Trata-se de um desafio que assusta a todo e qualquer um que tem consciência do tamanho e complexidade  do problema e de alguma forma tem responsabilidade em dar-lhe uma solução. Se, porém, não se tentar essa guinada e não se recuperarem os valores perenes que, desde o homem é homem, garantiram o seu convívio, estagnaremos  no nível de uma humanidade errática, perdida no caminho, sem rumo e sem norte. E, cada ano que passa essas instituições e universidades formam e, portanto, credenciam para o exercício da profissão, centenas e milhares de profissionais que não passam de manipuladores mais ou menos competentes, mais ou menos agressivos e bem sucedidos das ferramentas teóricas e técnicas oferecidas pelos currículos das respectivas instituições superiores. Esperar que entre os detentores de um título desse nível de formação evolua um economista digno desse nome ou, quem sabe, um Nobel em economia, não passa de utopia ou dum reles produto de uma autoestima  que se aproxima do ridículo. A lógica que pauta sua atitude no dia a dia da prática da profissão resume-se em “deixar que as forças invisíveis do mercado regulem a economia, porque seus efeitos sobre a sociedade e a natureza são danos inevitáveis. (Lauato si, 123). Numa cultura na qual não se aceitam, muito menos se cultivam e respeitam “verdades objetivas nem princípios estáveis, fora  da satisfação das aspirações próprias e das necessidades imediatas (...)” (Laudati si, 123) tudo é permitido, tudo é possível, nenhuma aberração, por mais absurda que seja, está sujeita a sansões de fato eficientes. Neste caldo sem valores estáveis e consequentemente  sem leis capazes de por um freio para valer aos desmandos, aos desajustes sociais, ao mau uso da liberdade são tratados pela mídia e boa parte da opinião pública como fenômenos “inevitáveis”, portanto explicáveis  fazendo parte do dia a dia. A Encíclica aponta algumas aberrações que costumam chocar a grande mídia e seus públicos principalmente quando interessam ao poder, ou ao politicamente correto ditado pela ideologia hegemônica.
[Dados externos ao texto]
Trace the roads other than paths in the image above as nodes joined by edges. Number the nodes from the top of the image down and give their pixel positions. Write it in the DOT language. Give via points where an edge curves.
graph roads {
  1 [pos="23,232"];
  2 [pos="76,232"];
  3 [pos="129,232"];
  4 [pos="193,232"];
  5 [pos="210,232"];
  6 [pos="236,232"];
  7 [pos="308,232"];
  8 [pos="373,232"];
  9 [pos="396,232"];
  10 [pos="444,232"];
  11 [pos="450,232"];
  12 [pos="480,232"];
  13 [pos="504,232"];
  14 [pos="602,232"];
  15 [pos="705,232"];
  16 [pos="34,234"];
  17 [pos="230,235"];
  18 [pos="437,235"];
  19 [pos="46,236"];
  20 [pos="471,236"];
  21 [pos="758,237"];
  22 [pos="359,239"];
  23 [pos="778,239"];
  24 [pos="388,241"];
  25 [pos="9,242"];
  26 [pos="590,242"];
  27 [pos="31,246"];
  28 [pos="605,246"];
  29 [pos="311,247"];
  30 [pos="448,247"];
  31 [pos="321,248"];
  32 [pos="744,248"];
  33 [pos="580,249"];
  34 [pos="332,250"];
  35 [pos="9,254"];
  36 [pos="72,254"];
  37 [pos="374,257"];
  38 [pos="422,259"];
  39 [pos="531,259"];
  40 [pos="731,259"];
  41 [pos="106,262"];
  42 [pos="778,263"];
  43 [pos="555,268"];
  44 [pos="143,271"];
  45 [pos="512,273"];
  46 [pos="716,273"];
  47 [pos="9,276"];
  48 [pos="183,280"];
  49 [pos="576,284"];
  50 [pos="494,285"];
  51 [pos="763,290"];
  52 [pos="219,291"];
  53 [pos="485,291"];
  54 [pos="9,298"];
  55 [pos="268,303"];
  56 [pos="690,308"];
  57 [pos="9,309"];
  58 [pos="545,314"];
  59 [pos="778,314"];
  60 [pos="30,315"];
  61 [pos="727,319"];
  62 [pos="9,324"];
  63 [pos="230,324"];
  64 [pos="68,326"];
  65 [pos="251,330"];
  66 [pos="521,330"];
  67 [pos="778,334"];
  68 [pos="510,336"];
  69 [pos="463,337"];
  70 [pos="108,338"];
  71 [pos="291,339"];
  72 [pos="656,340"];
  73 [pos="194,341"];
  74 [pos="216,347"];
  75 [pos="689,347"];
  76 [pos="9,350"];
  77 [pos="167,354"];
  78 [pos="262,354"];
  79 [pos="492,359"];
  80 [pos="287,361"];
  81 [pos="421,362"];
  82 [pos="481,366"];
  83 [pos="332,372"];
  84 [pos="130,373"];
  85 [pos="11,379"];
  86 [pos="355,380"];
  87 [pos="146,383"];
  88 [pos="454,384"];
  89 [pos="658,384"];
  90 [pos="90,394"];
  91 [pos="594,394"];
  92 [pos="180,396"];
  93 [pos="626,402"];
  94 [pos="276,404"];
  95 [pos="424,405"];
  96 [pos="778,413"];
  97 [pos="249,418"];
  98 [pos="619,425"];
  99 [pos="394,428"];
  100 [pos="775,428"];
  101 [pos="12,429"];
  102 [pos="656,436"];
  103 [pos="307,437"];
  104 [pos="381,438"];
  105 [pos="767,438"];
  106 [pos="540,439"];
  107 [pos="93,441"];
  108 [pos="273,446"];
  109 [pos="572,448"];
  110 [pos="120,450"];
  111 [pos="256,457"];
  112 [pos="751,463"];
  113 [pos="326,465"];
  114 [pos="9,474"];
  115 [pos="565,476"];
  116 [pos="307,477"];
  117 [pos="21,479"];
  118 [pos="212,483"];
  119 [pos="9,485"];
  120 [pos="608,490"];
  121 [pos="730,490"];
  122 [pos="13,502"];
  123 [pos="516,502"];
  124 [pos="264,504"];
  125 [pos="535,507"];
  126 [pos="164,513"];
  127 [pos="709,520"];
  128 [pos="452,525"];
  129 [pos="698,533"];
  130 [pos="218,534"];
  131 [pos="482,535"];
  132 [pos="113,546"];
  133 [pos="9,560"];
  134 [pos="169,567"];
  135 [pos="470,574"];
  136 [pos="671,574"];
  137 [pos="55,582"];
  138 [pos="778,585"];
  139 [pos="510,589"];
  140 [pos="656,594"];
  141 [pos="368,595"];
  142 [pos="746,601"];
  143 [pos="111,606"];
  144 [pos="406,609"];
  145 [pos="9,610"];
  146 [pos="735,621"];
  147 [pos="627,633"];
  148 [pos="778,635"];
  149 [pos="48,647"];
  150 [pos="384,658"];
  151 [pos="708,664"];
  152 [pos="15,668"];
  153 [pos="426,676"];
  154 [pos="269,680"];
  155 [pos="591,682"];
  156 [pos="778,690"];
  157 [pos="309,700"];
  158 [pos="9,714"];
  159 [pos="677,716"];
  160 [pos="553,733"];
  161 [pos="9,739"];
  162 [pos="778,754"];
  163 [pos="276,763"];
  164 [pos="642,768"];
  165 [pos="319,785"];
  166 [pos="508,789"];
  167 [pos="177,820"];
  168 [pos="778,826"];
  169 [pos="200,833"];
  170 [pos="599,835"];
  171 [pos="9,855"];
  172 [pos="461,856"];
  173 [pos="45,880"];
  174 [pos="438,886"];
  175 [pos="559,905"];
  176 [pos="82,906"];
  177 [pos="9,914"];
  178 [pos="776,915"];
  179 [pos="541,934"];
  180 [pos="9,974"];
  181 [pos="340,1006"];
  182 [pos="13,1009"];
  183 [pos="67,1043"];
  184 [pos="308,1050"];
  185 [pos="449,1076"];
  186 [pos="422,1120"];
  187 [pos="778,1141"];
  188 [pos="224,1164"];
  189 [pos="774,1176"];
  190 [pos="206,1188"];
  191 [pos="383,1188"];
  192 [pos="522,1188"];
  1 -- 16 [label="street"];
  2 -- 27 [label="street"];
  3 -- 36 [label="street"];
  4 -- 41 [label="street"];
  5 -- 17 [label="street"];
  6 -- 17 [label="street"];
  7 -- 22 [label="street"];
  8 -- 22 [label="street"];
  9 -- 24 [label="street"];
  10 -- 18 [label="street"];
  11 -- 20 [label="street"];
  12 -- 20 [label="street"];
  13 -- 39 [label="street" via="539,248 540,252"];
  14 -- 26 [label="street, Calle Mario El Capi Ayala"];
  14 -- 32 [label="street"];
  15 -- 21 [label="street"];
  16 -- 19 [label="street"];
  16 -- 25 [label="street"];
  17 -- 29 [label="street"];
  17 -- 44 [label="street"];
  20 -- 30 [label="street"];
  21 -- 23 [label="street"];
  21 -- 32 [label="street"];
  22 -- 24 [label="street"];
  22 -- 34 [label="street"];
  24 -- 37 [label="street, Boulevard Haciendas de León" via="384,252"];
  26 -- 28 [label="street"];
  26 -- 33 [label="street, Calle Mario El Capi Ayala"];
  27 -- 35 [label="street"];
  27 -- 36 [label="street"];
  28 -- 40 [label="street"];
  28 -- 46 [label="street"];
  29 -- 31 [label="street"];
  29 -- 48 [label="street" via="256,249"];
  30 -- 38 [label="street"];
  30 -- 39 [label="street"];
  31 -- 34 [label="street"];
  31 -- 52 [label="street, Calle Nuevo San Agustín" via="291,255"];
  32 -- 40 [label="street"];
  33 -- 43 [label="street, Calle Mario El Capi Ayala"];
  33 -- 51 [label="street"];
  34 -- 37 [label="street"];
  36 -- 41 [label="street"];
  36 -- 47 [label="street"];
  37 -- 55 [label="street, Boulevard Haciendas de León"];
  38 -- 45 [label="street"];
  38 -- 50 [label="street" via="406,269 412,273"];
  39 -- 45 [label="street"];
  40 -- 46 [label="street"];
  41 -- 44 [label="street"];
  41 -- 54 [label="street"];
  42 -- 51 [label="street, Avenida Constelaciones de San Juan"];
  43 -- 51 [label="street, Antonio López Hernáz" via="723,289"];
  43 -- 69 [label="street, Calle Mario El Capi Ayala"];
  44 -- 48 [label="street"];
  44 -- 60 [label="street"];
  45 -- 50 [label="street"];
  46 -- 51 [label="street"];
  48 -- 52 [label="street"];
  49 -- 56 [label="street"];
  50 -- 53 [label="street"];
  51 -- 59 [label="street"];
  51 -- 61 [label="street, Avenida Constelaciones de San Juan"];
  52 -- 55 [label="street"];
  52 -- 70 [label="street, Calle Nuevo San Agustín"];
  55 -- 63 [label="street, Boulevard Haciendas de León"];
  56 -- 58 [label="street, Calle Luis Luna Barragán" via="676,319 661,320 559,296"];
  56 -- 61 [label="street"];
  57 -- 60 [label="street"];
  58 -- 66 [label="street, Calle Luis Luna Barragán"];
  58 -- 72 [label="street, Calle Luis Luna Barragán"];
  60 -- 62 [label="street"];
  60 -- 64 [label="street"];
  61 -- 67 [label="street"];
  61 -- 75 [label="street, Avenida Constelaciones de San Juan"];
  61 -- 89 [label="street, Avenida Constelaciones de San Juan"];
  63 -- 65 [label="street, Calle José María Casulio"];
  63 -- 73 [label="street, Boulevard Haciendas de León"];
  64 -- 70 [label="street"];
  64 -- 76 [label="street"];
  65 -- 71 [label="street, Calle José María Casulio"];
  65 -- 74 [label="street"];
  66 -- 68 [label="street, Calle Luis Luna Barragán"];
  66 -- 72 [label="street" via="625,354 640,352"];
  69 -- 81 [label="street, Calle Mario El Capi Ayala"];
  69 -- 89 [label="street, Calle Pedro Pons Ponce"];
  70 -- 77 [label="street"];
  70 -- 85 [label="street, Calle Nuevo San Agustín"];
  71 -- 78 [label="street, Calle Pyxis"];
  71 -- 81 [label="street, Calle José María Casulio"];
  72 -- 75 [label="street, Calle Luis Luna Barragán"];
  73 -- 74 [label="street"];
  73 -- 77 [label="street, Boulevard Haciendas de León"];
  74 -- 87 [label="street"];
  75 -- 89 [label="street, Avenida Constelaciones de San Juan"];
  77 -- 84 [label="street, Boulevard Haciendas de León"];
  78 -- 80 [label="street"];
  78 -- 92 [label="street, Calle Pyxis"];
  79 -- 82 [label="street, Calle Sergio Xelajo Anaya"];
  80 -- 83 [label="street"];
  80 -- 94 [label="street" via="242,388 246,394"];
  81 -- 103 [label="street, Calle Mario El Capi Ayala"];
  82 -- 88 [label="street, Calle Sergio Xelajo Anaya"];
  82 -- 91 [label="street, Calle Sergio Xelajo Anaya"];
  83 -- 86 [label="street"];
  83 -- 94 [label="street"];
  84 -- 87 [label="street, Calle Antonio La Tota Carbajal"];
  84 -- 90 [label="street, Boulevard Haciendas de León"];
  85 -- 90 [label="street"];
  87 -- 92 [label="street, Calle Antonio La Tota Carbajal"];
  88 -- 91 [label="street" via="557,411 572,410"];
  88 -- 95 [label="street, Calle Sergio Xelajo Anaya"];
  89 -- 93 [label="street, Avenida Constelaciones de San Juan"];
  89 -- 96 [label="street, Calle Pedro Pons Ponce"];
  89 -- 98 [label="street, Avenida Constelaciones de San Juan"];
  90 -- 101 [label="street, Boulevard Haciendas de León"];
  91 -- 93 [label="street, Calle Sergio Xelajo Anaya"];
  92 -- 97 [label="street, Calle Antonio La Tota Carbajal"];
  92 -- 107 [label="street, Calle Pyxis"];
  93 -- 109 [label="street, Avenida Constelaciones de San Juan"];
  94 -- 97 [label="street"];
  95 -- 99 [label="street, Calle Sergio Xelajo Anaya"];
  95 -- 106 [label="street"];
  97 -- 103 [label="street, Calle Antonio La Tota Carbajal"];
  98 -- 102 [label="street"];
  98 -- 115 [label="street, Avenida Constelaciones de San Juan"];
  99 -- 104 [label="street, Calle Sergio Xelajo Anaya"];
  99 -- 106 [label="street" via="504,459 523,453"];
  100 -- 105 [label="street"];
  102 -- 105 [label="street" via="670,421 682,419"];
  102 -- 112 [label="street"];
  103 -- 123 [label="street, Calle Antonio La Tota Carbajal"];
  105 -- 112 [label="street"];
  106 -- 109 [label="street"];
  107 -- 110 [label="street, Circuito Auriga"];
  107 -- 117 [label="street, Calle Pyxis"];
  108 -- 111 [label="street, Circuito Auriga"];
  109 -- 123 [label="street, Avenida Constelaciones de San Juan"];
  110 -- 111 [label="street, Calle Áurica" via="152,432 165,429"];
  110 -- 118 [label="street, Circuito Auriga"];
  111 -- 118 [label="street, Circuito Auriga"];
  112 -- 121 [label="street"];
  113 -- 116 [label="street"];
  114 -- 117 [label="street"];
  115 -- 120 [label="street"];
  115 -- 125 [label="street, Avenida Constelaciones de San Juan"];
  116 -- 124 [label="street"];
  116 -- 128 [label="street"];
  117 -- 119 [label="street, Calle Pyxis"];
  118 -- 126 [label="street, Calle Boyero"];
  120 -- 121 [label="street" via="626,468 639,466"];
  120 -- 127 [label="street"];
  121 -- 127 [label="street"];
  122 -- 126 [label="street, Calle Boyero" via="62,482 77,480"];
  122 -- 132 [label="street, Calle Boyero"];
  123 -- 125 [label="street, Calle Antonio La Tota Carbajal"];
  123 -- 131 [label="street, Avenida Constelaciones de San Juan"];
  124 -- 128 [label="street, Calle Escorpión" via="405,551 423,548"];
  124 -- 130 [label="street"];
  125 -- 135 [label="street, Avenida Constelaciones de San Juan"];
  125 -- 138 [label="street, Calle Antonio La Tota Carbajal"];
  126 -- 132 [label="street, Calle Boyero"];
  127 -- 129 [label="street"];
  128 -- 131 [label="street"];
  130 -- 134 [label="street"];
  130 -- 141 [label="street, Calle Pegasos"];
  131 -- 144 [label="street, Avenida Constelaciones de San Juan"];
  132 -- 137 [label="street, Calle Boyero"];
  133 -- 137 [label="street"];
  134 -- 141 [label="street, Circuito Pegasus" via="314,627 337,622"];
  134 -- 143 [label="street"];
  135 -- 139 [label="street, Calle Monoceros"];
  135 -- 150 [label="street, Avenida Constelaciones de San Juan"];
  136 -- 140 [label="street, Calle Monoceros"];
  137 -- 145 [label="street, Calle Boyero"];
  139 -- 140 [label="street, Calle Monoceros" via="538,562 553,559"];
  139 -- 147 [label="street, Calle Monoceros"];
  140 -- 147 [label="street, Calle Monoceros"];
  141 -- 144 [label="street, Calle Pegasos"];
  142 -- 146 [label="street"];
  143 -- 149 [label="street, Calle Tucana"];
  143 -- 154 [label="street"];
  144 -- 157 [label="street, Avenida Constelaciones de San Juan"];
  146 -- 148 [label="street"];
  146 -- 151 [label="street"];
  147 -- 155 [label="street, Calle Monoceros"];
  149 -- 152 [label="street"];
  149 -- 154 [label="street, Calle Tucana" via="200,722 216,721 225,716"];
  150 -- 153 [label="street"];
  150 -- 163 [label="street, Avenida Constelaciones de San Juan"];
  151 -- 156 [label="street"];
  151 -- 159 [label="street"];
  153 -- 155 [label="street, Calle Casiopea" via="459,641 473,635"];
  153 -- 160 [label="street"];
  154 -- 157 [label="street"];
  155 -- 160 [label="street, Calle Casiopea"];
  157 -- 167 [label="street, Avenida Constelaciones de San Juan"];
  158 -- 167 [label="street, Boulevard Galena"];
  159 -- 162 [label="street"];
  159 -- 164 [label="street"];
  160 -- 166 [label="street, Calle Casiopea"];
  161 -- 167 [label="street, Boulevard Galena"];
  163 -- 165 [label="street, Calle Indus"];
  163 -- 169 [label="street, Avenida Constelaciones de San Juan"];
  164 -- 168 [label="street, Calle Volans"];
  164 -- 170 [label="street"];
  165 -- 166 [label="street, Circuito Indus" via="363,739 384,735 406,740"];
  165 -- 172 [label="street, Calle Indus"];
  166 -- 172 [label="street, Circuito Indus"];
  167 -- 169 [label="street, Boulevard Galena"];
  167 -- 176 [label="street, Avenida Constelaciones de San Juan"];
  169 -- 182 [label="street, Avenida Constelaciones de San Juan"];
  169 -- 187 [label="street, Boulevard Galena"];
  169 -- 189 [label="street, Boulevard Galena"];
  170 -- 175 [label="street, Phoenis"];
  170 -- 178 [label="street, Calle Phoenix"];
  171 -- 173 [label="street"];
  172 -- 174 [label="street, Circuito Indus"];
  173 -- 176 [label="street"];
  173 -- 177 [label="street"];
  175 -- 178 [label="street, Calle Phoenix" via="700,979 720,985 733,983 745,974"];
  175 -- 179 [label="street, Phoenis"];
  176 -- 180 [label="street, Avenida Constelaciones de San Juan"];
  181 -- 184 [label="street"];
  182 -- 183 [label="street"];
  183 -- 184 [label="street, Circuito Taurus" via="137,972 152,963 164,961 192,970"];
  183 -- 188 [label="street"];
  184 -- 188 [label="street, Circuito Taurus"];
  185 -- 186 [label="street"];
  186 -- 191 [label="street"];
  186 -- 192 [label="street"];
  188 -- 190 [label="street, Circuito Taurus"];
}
“Que limite pode haver para o tráfico de seres humanos, a criminalidade organizada, o narcotráfico, o comércio de diamantes ensanguentados e de peles de animais em extinção? Não é a mesma logica relativista a que justifica a compra de órgãos dos pobres com finalidade de vender ou utilizar para a experimentação, ou o descarte de crianças porque não correspondem  ao desejo dos pais. É a mesma lógica do “usa e joga fora” que produz tantos resíduos, só pelo desejo desordenado de consumir mais do que realmente se tem necessidade. (Laudato si, 123)

Num cenário desses, a cultura como um todo se corrompe quando entregue à lógica do livre arbítrio, da negação dos valores perenes intocáveis, do exercício irresponsável e predatório da liberdade e do império da lei do mais forte. As leis não passam de imposições arbitrárias e limitações aos desmandos de pessoas e grupos humanos, cuja eficácia só dá resultados quando entra em cena a polícia com seus instrumentos de repressão. E mesmo assim não passam de paliativos, ou soluções episódicas em momentos e situações extremas e localizadas, portanto, um mal necessário para administrar as consequências de uma sociedade doente. Essa situação costuma ser usada como desculpa ou como justificativa para tirar a responsabilidade dos praticantes de delitos dos pequenos transgressores até dos criminosos de porte internacional,  a caça predileta apresentada em grande parte pela mídia, que, em não poucos casos consegue apresenta-los envoltos numa aura de um romantismo perverso. A história está recheada desses heróis bandidos: corruptos sem escrúpulos e sem limites, assassinos, terroristas, genocidas, traficantes de crianças e por aí vai. Por mais que uma sociedade seja capaz de induzir alguém ao crime ela não pode justificar o ato criminoso, porque isso negaria aquilo que o ser humano distingue dos demais seres vivos: a consciência moral, a consciência do certo e do errado  e a liberdade de obedecer ao alerta da consciência ou não. A consciência do certo e errado pode até ser seriamente distorcida ou até certo ponto amordaçada pela perversidade da cultura em que alguém foi criado. Mas, esse fato não  exime o indivíduo da responsabilidade   dos seus atos.